Stored items
*** Block opens ***
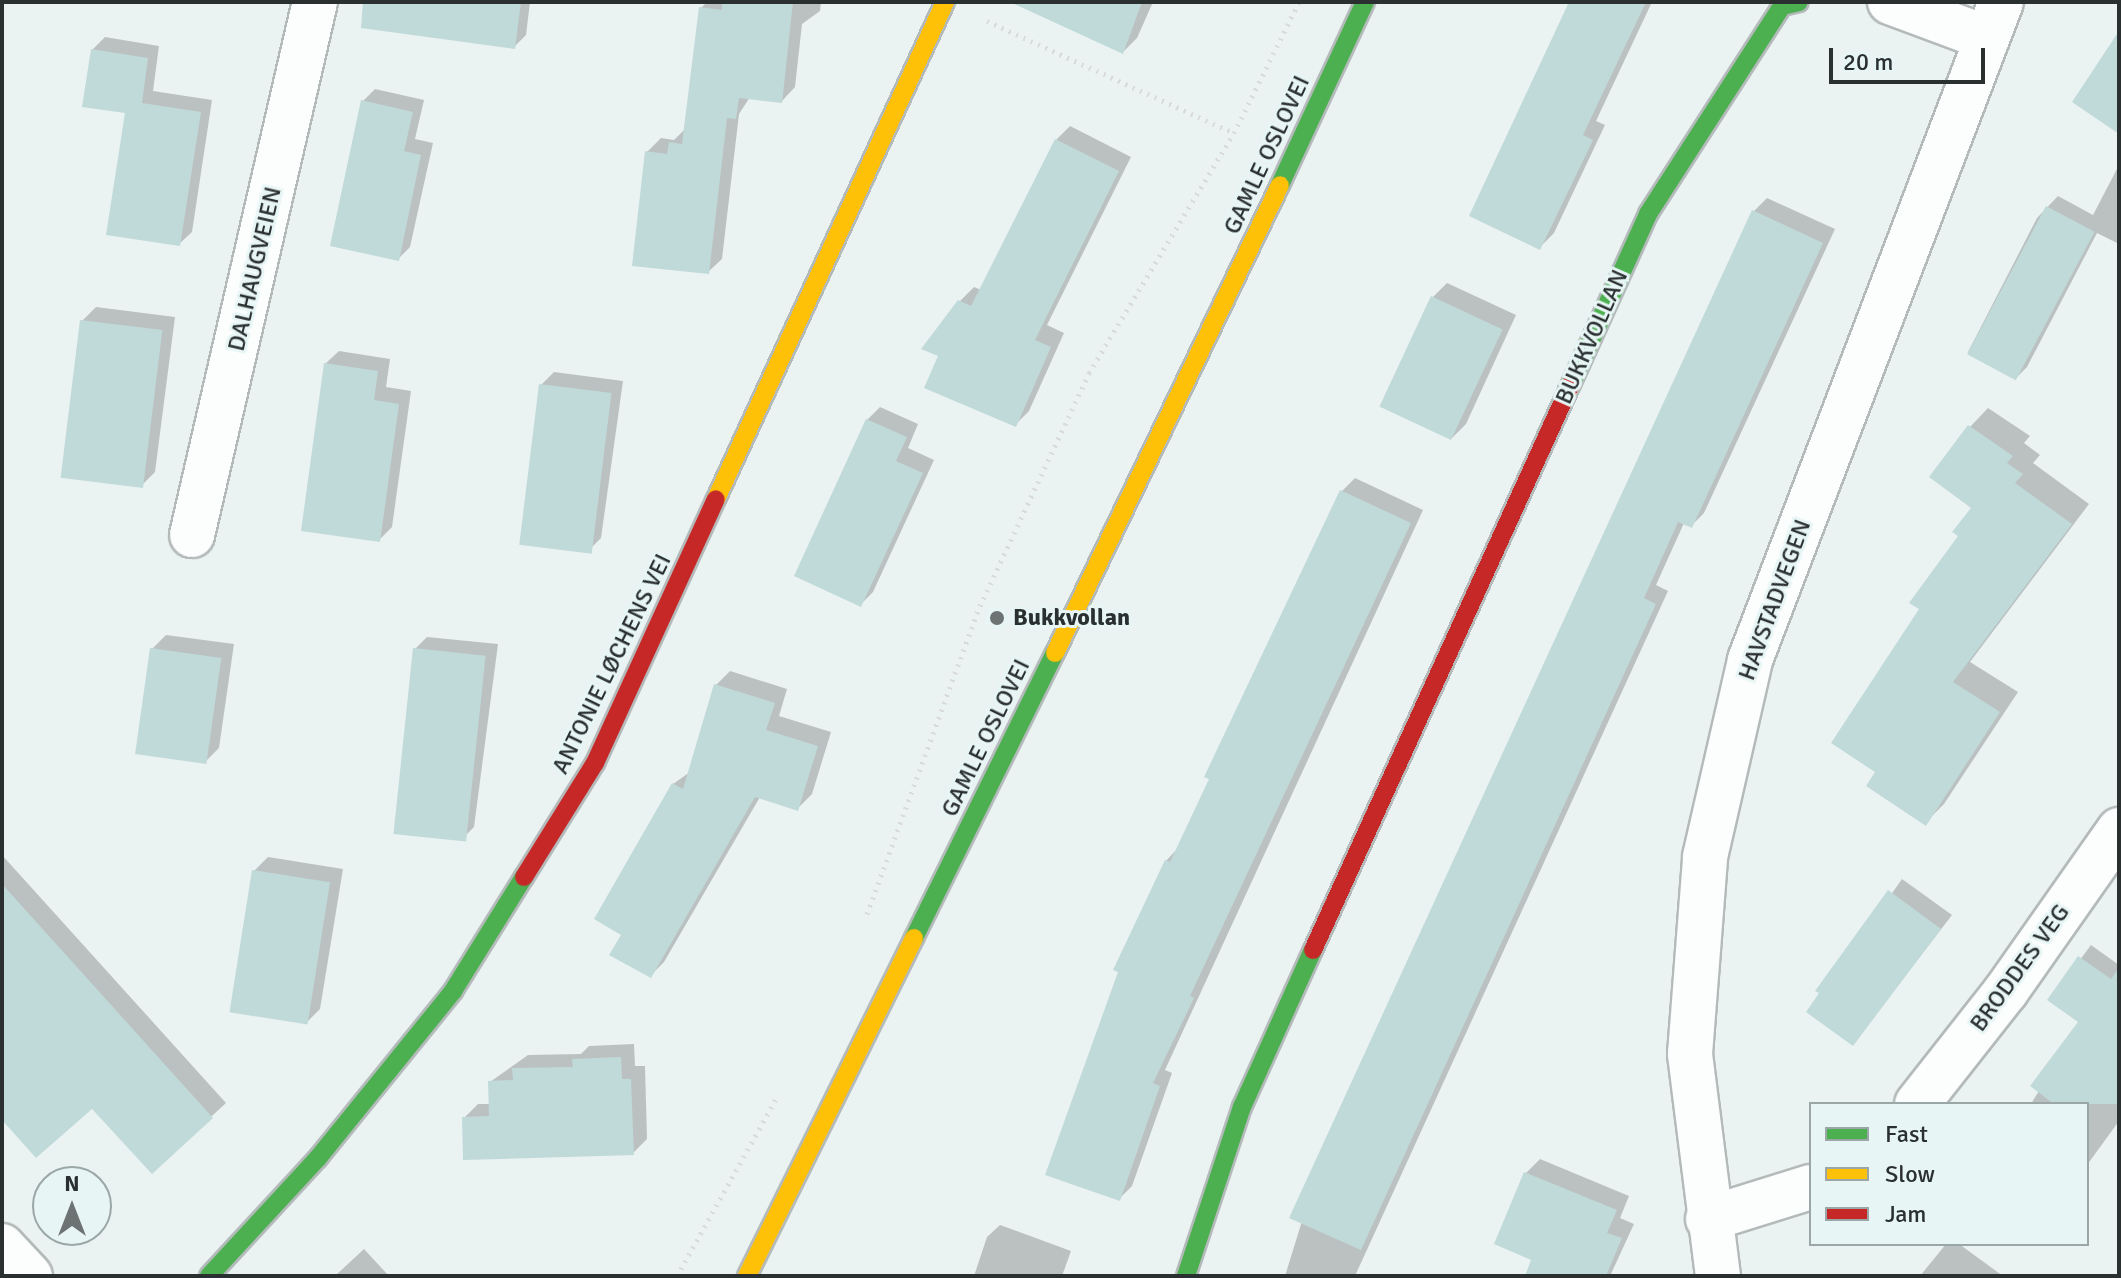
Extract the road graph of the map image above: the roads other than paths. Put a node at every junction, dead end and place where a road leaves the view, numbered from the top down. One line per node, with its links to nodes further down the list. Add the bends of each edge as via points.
1 (315, 2): 7 (street, DALHAUGVEIEN)
2 (945, 2): 14 (street, ANTONIE LØCHENS VEI, via 595,763 453,991 318,1158)
3 (1365, 2): 15 (street, GAMLE OSLOVEI, via 1159,443)
4 (1799, 2): 16 (street, BUKKVOLLAN, via 1782,6 1648,214 1242,1107)
5 (1890, 2): 6 (street)
6 (1994, 20): 11 (street, HAVSTADVEGEN, via 1750,660 1705,857 1690,1054)
7 (192, 535)
8 (2119, 830): 9 (street, BRODDES VEG, via 2006,991)
9 (1919, 1102)
10 (1809, 1188): 11 (street)
11 (1708, 1219): 17 (street, HAVSTADVEGEN)
12 (2, 1246): 13 (street)
13 (30, 1276)
14 (209, 1276)
15 (747, 1276)
16 (1186, 1276)
17 (1718, 1276)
*** Block closes ***
__ASSIGNED TASK__. What's needed here is an exact repeat of all the records above, pictures excluded.

__TASK RESPONSE__.
Extract the road graph of the map image above: the roads other than paths. Put a node at every junction, dead end and place where a road leaves the view, numbered from the top down. One line per node, with its links to nodes further down the list. Add the bends of each edge as via points.
1 (315, 2): 7 (street, DALHAUGVEIEN)
2 (945, 2): 14 (street, ANTONIE LØCHENS VEI, via 595,763 453,991 318,1158)
3 (1365, 2): 15 (street, GAMLE OSLOVEI, via 1159,443)
4 (1799, 2): 16 (street, BUKKVOLLAN, via 1782,6 1648,214 1242,1107)
5 (1890, 2): 6 (street)
6 (1994, 20): 11 (street, HAVSTADVEGEN, via 1750,660 1705,857 1690,1054)
7 (192, 535)
8 (2119, 830): 9 (street, BRODDES VEG, via 2006,991)
9 (1919, 1102)
10 (1809, 1188): 11 (street)
11 (1708, 1219): 17 (street, HAVSTADVEGEN)
12 (2, 1246): 13 (street)
13 (30, 1276)
14 (209, 1276)
15 (747, 1276)
16 (1186, 1276)
17 (1718, 1276)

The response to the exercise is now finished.